(Beginning of Study material)

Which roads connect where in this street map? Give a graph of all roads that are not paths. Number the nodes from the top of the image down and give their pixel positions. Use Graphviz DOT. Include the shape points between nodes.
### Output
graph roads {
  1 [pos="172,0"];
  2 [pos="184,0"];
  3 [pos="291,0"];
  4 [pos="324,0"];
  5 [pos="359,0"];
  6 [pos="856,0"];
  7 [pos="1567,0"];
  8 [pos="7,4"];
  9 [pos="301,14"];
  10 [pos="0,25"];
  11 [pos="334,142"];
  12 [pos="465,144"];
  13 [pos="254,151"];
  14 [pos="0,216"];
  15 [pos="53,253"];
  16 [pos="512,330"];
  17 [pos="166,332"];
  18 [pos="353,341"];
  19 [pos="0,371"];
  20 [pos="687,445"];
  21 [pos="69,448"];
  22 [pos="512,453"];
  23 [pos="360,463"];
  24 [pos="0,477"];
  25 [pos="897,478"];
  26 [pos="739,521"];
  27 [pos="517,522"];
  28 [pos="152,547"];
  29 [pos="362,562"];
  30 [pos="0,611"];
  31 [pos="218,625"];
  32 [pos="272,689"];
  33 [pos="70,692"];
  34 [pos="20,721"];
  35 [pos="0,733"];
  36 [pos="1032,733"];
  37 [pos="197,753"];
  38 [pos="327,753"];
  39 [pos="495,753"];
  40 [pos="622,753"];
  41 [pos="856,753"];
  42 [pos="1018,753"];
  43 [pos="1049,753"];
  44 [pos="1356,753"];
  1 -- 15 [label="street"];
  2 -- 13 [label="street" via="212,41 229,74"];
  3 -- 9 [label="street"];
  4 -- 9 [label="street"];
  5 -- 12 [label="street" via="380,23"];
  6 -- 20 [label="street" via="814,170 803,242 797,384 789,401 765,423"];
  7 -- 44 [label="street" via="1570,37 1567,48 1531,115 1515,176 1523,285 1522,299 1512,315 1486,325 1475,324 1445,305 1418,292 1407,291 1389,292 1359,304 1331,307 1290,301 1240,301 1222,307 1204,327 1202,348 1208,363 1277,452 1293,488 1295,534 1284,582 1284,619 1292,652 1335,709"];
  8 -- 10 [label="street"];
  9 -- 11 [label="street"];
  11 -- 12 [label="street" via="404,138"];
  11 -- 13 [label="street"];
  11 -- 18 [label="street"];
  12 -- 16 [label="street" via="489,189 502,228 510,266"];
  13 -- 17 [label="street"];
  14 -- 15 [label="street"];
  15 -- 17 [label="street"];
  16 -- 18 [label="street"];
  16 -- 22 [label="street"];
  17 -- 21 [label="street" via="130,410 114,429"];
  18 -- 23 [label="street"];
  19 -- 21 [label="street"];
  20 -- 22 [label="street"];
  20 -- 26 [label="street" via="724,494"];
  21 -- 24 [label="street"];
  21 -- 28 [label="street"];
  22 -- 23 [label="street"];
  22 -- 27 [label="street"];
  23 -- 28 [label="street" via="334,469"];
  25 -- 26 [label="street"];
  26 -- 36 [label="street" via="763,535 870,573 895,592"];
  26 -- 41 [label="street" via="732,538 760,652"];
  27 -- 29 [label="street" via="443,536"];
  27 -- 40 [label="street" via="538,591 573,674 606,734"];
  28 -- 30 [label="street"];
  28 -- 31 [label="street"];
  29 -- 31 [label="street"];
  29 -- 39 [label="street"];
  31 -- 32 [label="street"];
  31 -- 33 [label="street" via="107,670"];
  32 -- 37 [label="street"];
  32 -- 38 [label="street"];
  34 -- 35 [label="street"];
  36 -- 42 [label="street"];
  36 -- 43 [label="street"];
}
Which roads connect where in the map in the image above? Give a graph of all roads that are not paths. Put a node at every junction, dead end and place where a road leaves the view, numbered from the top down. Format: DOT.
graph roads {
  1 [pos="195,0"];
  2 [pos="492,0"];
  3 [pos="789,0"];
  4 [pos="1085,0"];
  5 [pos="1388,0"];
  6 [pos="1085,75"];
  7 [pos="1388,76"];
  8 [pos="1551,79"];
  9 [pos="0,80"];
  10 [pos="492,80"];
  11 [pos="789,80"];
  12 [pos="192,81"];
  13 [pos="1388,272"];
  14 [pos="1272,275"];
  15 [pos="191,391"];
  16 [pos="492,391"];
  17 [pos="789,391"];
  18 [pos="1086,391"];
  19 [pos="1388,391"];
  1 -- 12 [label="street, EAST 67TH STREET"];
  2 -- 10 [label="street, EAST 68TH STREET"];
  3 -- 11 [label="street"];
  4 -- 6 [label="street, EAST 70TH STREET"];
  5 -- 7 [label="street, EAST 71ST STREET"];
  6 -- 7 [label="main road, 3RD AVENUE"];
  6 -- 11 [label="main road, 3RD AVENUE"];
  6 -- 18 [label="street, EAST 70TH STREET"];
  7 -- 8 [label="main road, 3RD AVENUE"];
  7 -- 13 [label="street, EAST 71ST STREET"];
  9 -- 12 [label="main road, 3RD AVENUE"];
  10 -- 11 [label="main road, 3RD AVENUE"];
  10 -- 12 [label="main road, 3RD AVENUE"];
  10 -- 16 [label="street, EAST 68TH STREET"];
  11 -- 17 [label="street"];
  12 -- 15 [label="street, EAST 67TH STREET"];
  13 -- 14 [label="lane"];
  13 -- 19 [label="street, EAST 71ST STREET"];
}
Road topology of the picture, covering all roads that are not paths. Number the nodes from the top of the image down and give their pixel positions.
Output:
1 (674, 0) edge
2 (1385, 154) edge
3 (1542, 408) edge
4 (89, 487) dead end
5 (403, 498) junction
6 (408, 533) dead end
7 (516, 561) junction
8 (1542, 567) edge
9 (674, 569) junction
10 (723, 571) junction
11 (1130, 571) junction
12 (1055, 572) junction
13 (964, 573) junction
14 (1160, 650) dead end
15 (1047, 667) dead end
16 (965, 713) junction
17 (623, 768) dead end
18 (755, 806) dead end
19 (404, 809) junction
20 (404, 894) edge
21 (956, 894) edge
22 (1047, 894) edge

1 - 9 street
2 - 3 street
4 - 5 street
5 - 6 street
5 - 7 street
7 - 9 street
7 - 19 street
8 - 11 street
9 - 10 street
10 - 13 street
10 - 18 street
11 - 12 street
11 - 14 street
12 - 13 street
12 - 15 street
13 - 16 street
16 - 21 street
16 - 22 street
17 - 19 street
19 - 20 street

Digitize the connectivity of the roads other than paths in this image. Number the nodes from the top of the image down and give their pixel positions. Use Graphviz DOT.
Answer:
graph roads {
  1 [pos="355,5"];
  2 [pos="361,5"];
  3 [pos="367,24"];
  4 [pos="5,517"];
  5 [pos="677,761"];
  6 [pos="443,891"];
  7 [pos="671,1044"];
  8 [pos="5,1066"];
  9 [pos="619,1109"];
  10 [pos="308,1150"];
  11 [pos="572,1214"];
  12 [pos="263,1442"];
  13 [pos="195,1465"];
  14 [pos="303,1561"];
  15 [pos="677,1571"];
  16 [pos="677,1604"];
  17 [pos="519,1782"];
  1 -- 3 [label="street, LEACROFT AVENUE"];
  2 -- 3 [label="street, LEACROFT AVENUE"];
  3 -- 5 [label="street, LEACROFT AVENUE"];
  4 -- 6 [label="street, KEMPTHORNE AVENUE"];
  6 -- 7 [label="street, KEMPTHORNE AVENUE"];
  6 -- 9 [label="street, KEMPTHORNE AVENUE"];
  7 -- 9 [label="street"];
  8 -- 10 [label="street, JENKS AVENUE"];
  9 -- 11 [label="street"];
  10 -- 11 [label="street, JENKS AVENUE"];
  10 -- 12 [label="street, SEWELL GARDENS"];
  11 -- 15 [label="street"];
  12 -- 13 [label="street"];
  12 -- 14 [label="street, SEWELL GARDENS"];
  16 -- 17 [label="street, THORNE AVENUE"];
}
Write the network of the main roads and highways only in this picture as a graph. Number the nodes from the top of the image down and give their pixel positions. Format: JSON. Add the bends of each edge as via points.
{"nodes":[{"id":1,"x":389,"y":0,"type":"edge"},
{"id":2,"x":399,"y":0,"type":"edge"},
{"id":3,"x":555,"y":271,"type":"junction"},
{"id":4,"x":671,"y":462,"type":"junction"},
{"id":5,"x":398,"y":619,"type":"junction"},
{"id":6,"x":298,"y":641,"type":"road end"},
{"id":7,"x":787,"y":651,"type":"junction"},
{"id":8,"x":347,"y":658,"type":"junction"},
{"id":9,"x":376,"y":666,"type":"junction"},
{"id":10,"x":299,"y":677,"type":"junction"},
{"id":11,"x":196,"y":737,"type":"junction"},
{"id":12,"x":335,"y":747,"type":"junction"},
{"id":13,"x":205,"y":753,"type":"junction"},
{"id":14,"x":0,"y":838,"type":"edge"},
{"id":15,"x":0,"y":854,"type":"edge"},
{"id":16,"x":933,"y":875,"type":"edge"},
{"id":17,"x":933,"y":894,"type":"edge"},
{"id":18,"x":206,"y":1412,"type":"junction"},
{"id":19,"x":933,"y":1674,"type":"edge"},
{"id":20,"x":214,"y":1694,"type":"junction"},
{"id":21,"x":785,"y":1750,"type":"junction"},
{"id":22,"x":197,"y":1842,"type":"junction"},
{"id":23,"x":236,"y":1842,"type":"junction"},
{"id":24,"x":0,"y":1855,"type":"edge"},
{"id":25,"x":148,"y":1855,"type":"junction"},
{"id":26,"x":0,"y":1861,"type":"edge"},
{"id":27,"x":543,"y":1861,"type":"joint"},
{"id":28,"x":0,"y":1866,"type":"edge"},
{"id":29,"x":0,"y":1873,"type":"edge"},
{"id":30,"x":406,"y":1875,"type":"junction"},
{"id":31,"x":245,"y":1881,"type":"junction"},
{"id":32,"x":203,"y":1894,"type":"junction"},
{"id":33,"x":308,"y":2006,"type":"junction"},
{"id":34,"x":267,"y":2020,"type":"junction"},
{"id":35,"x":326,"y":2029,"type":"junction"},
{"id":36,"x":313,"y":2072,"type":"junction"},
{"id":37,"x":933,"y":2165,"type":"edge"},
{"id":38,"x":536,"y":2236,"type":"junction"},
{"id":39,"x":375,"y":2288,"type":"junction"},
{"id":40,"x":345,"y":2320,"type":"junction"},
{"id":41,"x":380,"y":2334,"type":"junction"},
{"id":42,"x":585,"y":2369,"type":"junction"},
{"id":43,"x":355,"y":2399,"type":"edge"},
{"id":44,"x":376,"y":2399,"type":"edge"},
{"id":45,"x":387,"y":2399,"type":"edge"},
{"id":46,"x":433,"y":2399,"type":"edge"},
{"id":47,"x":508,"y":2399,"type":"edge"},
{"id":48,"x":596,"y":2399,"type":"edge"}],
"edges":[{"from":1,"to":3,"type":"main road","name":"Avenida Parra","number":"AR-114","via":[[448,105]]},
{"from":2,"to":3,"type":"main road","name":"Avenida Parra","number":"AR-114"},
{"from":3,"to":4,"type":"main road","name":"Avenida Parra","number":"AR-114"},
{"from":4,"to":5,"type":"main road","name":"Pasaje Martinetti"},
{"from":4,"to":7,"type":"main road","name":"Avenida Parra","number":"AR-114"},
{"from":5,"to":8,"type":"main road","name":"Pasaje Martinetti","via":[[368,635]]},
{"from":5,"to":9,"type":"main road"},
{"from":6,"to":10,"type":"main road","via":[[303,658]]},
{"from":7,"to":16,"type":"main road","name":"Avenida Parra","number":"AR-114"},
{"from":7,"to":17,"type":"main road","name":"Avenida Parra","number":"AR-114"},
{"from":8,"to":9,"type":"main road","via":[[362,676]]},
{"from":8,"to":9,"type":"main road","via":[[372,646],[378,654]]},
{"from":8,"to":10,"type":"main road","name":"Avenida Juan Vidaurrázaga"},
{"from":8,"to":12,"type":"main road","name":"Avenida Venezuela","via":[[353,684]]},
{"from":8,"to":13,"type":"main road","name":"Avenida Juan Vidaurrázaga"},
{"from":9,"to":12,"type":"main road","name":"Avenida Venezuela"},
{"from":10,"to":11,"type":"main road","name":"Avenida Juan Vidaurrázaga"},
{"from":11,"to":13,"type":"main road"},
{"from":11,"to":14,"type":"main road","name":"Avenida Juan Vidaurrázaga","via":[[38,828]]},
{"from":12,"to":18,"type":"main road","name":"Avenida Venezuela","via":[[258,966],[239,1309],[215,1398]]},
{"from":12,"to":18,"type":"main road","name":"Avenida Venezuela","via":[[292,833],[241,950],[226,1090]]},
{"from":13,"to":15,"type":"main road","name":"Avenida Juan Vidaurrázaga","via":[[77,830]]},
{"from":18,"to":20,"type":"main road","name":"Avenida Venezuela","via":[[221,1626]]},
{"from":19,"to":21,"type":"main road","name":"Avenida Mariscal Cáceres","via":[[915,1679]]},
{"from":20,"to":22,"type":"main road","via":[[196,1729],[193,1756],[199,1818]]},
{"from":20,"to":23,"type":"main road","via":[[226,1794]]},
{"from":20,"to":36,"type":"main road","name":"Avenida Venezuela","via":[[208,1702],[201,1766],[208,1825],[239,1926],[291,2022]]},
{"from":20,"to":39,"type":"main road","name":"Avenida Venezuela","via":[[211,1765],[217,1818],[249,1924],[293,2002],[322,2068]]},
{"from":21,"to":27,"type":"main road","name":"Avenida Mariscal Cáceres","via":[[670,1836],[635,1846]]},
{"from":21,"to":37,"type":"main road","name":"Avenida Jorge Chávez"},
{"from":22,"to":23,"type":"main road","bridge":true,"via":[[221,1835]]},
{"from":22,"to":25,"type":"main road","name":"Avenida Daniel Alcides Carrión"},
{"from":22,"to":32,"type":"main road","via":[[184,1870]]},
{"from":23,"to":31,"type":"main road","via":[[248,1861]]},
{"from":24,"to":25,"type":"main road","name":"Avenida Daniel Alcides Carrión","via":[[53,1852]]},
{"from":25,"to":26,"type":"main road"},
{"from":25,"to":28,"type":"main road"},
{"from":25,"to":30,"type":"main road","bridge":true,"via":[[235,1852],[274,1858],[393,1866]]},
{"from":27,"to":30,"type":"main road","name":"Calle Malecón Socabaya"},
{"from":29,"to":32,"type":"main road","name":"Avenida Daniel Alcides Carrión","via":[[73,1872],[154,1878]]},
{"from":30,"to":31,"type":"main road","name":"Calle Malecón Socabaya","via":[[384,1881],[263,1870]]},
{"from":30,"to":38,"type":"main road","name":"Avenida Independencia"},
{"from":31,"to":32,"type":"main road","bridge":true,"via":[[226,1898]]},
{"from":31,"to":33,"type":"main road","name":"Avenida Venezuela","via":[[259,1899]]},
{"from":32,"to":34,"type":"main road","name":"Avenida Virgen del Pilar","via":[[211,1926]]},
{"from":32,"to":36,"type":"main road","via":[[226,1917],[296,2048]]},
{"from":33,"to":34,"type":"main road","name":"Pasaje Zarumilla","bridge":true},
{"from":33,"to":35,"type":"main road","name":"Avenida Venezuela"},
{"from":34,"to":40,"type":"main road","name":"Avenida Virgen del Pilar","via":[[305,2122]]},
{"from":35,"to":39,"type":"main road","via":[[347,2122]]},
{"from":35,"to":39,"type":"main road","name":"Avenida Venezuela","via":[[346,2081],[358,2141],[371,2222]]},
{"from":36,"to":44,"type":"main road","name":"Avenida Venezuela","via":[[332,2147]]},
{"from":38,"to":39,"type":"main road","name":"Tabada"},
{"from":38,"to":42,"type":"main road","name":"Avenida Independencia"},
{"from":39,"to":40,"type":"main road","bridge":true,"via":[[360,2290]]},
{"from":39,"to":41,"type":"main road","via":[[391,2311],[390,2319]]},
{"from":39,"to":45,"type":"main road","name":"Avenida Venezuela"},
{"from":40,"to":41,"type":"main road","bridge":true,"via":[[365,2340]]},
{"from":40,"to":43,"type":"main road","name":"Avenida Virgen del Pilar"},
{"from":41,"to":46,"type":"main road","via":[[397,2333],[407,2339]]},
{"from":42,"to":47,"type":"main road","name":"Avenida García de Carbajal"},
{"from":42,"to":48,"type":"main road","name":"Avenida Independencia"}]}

(End of Study material)

**Task directions**. Collect, from the material above, every line containing the word "Mariscal".

**Result of the task**.
{"from":19,"to":21,"type":"main road","name":"Avenida Mariscal Cáceres","via":[[915,1679]]},
{"from":21,"to":27,"type":"main road","name":"Avenida Mariscal Cáceres","via":[[670,1836],[635,1846]]},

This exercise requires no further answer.